▶ EXERCISE DIRECTIONS: Line count for the string "from": state how many lines in the records below hold it, giving only the number.

+---+

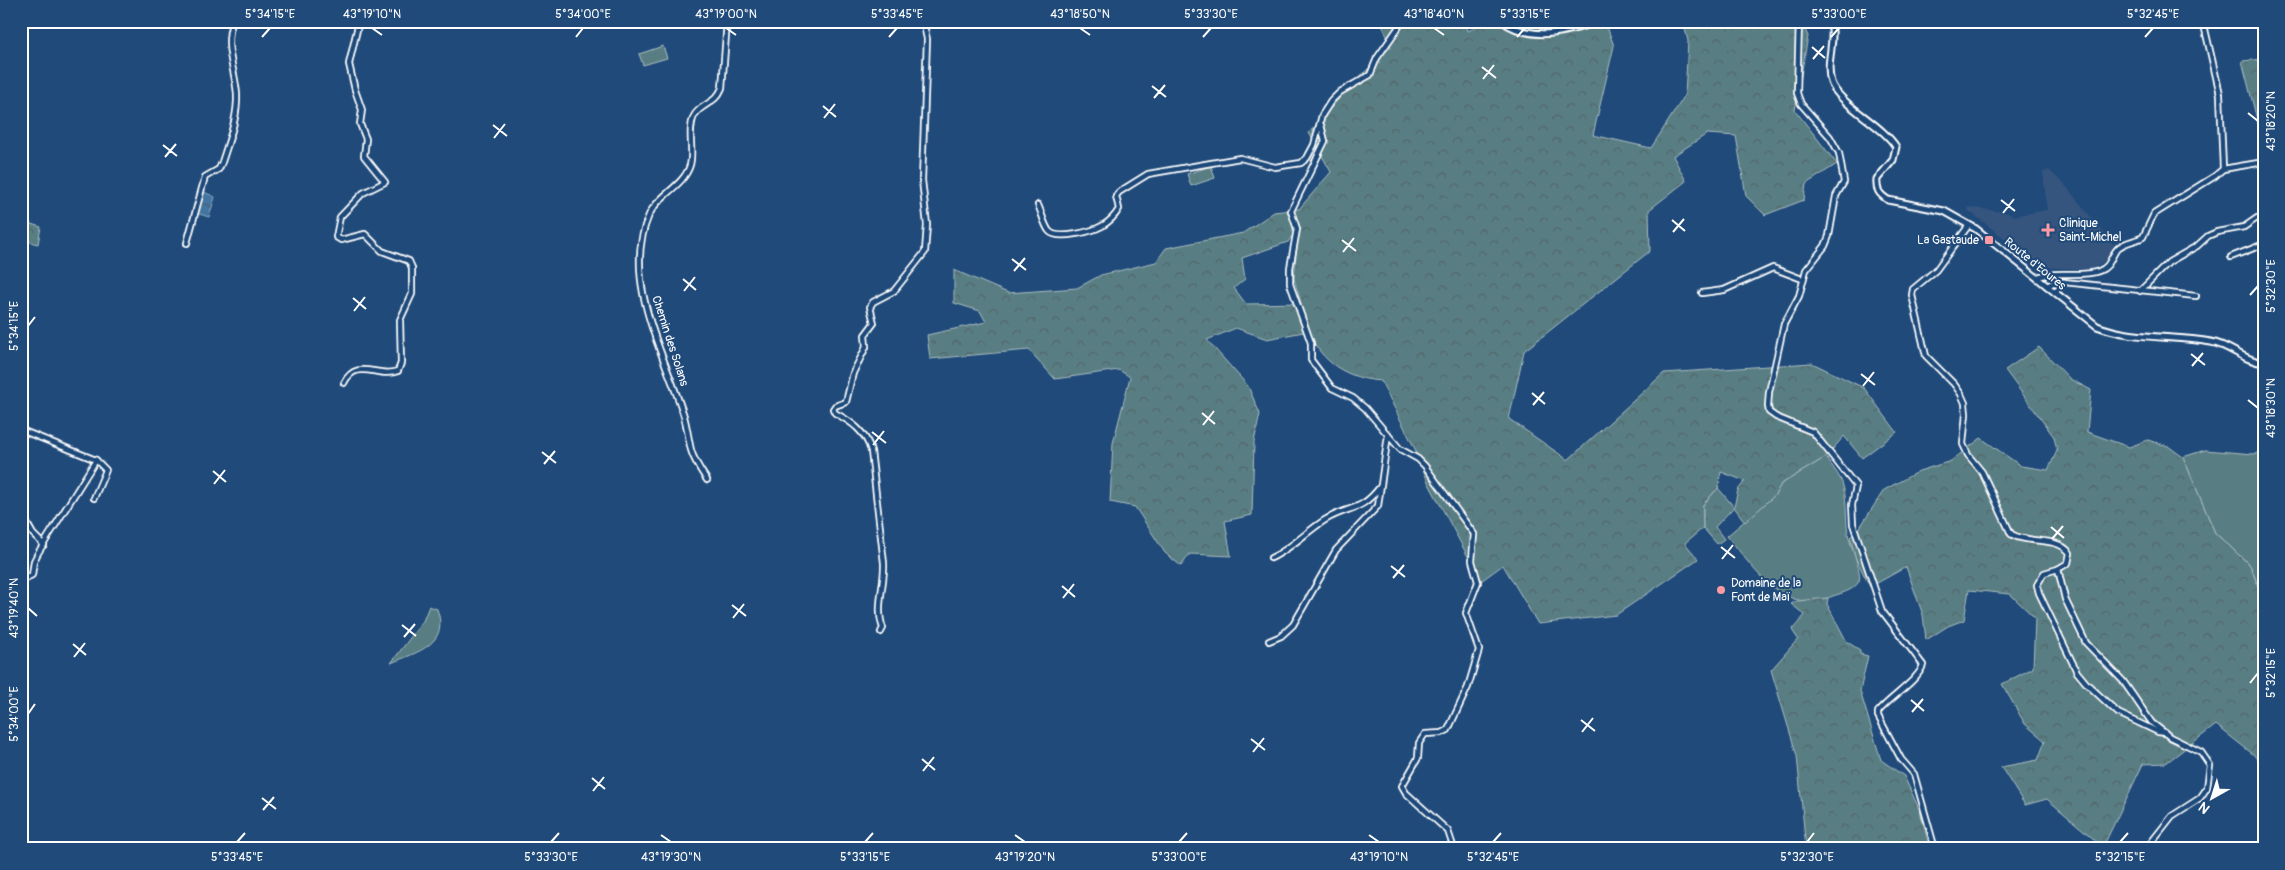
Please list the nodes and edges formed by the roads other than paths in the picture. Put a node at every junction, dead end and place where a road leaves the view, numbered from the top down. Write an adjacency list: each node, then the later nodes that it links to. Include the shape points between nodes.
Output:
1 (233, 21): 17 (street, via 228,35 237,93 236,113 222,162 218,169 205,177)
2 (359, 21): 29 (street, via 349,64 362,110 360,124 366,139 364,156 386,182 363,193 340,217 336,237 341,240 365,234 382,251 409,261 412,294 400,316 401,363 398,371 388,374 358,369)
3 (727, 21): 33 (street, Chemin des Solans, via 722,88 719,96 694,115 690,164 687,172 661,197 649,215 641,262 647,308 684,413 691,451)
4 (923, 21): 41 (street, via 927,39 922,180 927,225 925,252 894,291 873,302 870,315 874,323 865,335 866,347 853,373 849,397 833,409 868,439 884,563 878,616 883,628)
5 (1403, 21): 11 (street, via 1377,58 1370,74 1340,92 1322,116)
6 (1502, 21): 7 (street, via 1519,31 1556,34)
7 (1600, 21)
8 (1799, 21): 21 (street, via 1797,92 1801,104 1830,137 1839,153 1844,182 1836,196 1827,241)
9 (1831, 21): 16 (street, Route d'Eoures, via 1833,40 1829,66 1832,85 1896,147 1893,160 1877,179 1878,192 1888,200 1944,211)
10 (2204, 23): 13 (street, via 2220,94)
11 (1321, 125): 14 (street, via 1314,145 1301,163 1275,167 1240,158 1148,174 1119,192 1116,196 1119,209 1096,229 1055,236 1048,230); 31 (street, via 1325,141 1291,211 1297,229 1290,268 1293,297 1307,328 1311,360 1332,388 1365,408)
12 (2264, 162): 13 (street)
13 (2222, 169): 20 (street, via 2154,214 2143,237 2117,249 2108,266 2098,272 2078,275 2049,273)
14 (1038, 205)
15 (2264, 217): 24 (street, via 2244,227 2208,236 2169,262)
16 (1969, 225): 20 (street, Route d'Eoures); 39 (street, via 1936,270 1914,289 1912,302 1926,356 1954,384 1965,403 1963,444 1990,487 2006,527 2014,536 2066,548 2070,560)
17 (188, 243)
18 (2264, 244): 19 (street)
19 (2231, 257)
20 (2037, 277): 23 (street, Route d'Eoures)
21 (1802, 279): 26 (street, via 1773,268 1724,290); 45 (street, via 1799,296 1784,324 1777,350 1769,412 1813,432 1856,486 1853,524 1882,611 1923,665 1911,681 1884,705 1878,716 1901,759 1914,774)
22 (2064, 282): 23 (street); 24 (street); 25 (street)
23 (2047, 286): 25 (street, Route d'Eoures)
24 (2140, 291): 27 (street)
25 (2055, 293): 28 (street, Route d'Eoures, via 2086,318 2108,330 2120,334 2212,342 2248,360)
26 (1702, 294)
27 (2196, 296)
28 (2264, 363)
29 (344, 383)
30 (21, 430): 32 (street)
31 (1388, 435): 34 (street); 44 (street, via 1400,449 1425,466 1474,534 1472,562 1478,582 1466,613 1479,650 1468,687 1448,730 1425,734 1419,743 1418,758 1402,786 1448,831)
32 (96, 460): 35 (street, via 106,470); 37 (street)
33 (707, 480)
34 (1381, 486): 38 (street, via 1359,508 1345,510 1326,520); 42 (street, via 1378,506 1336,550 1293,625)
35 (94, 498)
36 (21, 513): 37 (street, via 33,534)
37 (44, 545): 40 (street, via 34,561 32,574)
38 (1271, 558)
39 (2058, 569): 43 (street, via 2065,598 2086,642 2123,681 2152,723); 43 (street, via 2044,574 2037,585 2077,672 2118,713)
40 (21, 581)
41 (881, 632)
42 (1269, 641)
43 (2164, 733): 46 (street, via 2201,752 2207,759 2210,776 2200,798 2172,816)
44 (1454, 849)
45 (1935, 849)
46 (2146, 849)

+---+

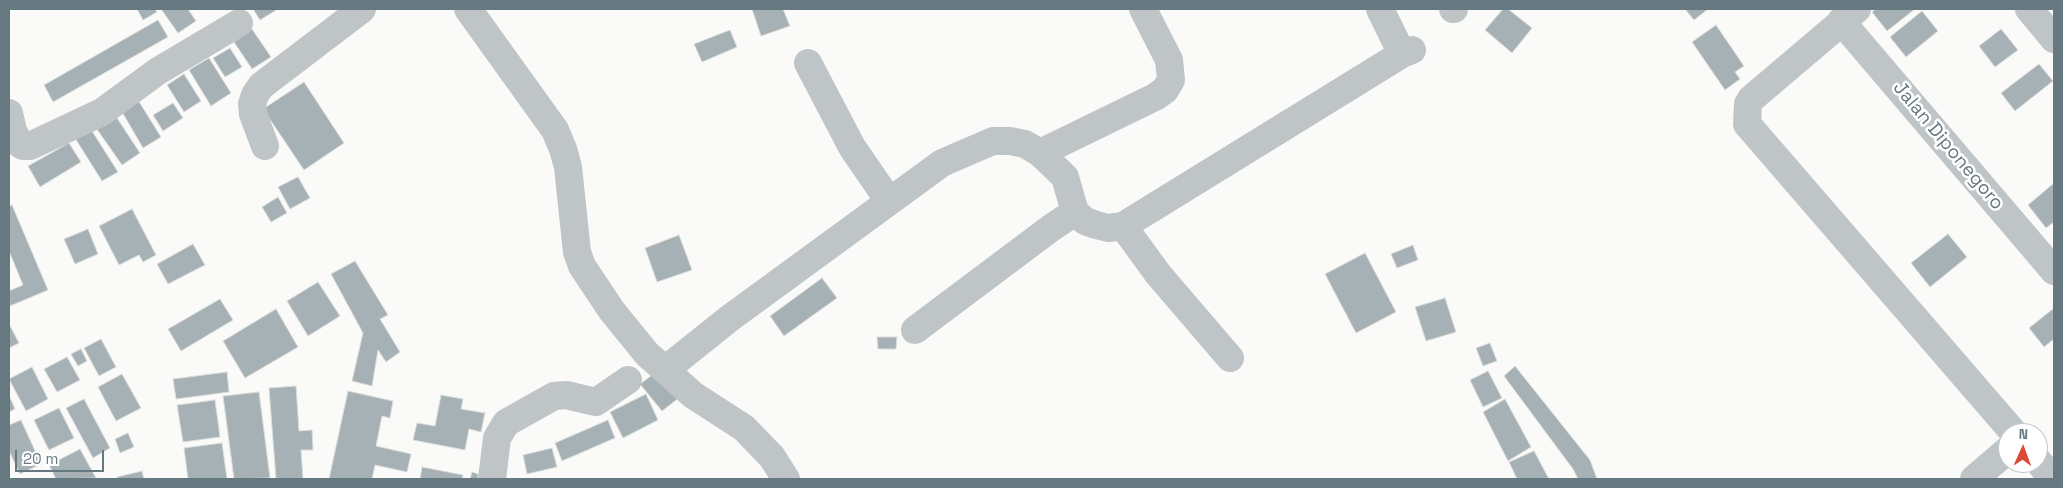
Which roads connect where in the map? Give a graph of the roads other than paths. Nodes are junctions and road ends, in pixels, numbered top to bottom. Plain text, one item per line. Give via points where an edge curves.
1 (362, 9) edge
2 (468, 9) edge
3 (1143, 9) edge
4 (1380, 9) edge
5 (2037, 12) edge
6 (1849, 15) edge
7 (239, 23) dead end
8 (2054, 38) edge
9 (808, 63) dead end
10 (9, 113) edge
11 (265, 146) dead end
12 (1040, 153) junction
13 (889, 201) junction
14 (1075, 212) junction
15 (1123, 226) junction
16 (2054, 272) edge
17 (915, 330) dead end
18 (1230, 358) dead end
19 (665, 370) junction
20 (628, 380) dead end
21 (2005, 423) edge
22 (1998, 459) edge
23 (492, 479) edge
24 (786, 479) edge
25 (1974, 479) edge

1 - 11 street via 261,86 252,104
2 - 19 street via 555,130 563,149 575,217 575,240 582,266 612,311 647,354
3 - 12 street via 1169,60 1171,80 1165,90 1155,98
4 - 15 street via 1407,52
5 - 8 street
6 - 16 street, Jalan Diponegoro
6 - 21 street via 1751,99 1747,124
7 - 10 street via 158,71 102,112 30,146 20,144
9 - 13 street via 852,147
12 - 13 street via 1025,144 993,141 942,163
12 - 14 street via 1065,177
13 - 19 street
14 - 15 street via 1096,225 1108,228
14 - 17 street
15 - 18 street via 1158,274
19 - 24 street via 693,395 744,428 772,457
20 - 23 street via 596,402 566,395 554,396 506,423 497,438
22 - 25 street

+---+

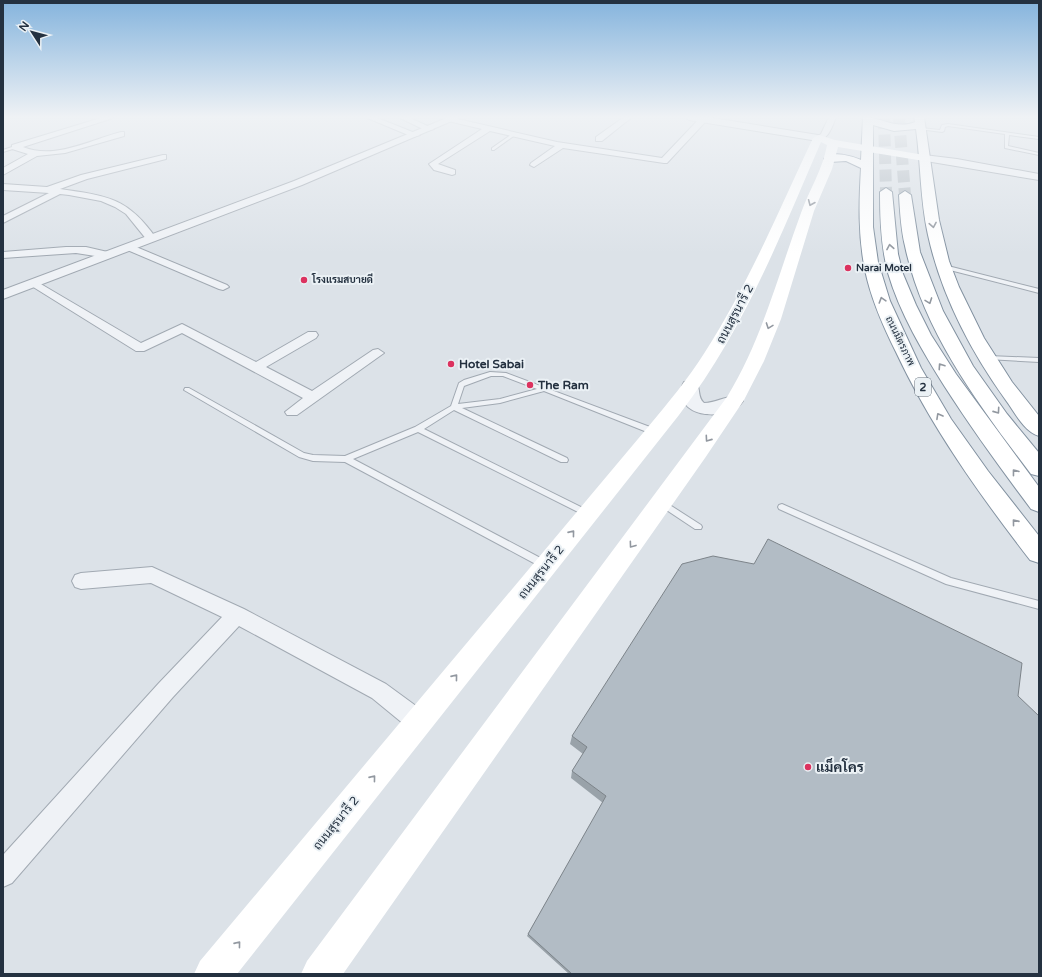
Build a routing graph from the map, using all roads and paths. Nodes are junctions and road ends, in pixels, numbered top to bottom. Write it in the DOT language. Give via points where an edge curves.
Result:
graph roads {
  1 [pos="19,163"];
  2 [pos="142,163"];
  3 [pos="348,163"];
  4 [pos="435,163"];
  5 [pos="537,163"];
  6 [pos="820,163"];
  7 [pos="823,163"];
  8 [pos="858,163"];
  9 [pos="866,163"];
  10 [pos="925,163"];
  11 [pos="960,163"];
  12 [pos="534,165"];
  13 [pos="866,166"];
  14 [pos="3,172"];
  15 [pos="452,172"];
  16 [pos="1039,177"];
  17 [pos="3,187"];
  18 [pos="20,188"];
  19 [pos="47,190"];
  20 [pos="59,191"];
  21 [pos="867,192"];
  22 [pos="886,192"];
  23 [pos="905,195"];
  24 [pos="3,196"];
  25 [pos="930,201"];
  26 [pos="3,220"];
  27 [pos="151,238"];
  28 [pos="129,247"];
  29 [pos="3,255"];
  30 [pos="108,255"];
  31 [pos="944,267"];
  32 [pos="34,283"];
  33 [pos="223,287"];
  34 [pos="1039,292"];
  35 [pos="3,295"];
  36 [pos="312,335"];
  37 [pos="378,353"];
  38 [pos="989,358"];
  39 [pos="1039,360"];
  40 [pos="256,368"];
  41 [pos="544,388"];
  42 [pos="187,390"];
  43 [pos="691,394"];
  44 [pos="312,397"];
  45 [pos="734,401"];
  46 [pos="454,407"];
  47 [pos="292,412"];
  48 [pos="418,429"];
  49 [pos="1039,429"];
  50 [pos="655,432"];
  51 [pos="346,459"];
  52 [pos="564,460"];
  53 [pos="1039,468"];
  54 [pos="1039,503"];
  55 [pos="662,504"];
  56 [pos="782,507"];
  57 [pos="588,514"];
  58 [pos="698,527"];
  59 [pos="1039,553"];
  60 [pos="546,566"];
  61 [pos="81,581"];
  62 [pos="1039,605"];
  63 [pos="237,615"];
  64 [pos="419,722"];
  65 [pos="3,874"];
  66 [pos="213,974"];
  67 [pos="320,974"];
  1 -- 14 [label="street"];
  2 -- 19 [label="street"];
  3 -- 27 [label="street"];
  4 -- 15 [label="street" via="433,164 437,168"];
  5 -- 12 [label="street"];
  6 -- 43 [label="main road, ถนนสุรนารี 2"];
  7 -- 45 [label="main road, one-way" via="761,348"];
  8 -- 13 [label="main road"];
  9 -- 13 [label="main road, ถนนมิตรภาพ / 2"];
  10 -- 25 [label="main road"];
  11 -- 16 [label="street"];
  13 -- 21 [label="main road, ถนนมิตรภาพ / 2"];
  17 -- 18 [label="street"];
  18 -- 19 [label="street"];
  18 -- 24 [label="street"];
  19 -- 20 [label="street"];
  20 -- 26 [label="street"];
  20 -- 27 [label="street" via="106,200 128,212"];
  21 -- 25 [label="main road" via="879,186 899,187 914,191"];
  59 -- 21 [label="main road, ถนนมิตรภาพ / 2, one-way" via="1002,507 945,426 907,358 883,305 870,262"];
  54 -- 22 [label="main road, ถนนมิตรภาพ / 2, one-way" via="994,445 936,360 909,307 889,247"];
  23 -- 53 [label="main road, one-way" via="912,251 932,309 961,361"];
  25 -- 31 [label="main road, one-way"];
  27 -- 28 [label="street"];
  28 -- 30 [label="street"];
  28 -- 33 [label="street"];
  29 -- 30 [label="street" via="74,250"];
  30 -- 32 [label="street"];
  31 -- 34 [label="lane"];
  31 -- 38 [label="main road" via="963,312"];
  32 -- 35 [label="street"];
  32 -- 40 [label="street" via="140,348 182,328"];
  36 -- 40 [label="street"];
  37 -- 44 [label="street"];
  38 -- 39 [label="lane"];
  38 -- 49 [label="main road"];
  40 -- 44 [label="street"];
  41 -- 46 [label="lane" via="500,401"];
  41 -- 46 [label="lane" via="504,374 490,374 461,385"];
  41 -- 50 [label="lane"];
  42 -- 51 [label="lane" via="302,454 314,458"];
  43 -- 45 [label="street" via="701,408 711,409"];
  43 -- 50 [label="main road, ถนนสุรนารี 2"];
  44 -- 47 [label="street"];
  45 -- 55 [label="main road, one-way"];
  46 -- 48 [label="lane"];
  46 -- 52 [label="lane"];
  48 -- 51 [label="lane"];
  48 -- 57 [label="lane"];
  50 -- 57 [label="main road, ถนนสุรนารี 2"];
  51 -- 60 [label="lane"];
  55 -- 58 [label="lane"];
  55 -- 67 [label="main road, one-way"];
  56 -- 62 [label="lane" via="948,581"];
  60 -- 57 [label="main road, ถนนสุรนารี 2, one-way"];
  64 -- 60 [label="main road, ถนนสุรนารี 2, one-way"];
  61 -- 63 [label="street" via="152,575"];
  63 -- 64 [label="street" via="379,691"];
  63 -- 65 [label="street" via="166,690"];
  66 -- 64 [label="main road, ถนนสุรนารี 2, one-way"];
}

+---+

▶ YOUR SOLUTION: 2